'''

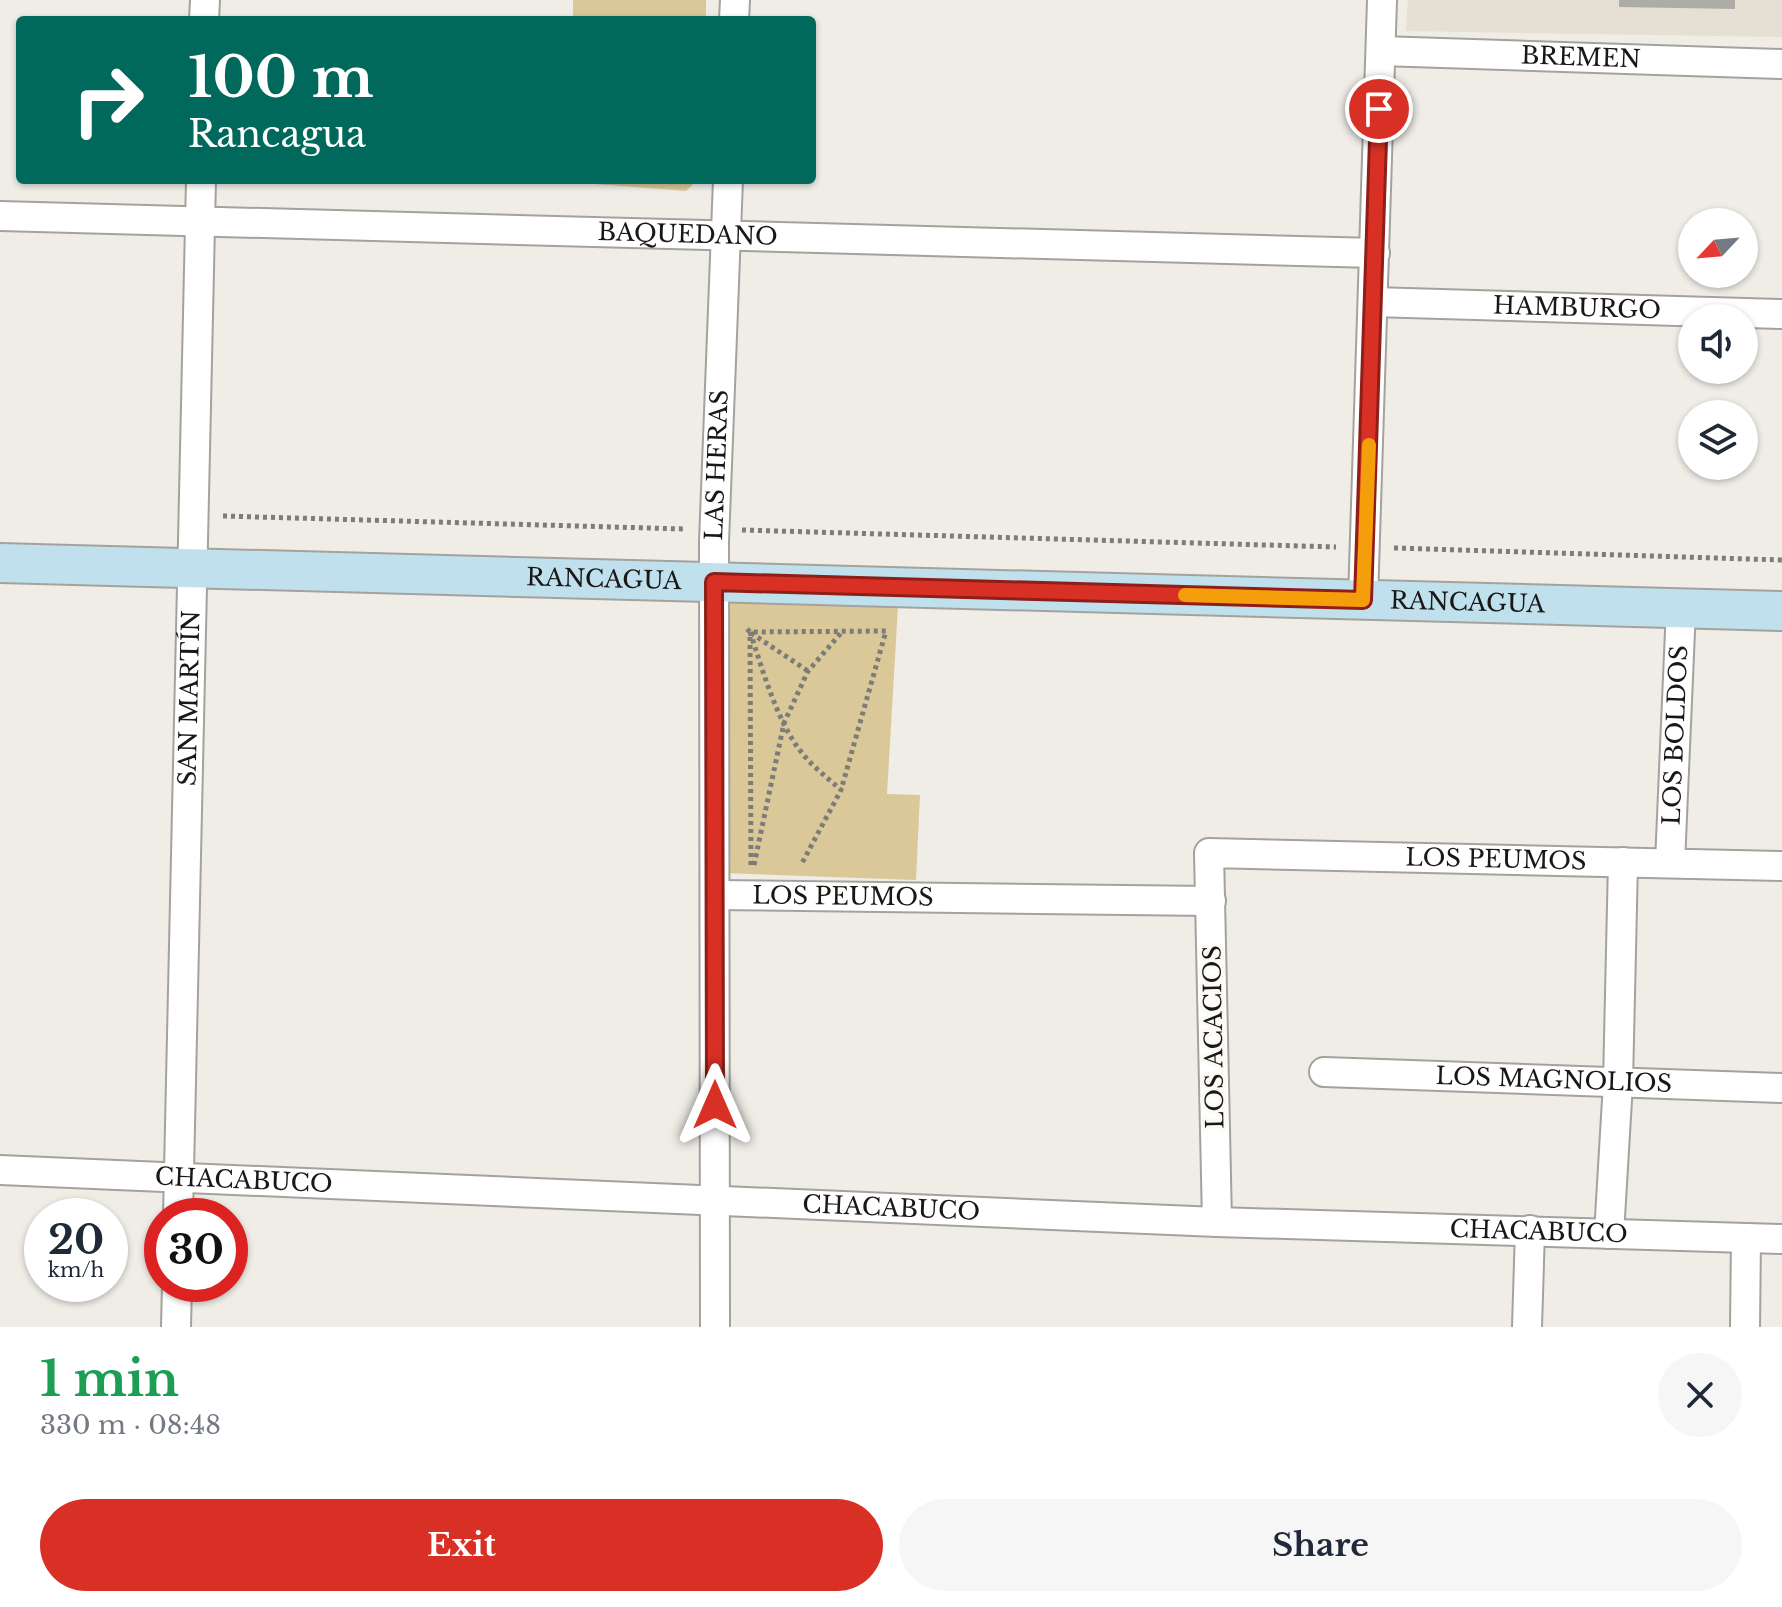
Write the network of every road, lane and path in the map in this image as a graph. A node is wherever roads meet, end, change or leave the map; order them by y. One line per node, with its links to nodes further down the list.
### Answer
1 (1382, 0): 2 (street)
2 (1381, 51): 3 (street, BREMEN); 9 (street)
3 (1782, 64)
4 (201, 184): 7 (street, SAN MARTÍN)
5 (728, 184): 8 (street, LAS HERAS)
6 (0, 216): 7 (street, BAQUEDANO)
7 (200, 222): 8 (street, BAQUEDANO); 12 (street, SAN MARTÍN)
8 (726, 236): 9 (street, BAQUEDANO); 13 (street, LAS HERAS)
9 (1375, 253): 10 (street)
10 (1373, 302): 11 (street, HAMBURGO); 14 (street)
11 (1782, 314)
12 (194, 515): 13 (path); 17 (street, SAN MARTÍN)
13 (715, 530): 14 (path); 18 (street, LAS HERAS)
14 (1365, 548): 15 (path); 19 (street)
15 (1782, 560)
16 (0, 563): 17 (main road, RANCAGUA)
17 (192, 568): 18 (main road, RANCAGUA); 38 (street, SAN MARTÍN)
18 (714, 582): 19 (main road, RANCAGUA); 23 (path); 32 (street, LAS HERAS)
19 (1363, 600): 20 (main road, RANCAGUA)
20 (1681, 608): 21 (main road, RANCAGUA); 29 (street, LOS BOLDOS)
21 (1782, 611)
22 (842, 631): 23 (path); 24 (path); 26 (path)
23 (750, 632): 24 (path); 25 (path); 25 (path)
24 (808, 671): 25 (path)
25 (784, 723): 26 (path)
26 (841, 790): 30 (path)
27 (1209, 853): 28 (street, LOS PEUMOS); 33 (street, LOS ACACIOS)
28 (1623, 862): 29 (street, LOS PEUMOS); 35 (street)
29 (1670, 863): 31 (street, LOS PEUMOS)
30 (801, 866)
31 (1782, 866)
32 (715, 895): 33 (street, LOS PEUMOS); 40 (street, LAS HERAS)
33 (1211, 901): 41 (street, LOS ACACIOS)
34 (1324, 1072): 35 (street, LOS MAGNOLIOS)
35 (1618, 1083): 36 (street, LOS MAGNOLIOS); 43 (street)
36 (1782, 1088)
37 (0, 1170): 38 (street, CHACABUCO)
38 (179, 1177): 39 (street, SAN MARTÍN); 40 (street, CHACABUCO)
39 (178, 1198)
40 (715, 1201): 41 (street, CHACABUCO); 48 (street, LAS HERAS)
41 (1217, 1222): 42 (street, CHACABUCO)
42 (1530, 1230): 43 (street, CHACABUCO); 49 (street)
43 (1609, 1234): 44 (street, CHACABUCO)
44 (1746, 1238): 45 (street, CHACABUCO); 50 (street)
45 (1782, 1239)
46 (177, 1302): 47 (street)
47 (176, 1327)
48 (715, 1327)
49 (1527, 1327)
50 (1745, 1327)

'''

*Work task*.
Pull each line containing the word "MARTÍN" out of the data above.

*Completed exercise*.
4 (201, 184): 7 (street, SAN MARTÍN)
7 (200, 222): 8 (street, BAQUEDANO); 12 (street, SAN MARTÍN)
12 (194, 515): 13 (path); 17 (street, SAN MARTÍN)
17 (192, 568): 18 (main road, RANCAGUA); 38 (street, SAN MARTÍN)
38 (179, 1177): 39 (street, SAN MARTÍN); 40 (street, CHACABUCO)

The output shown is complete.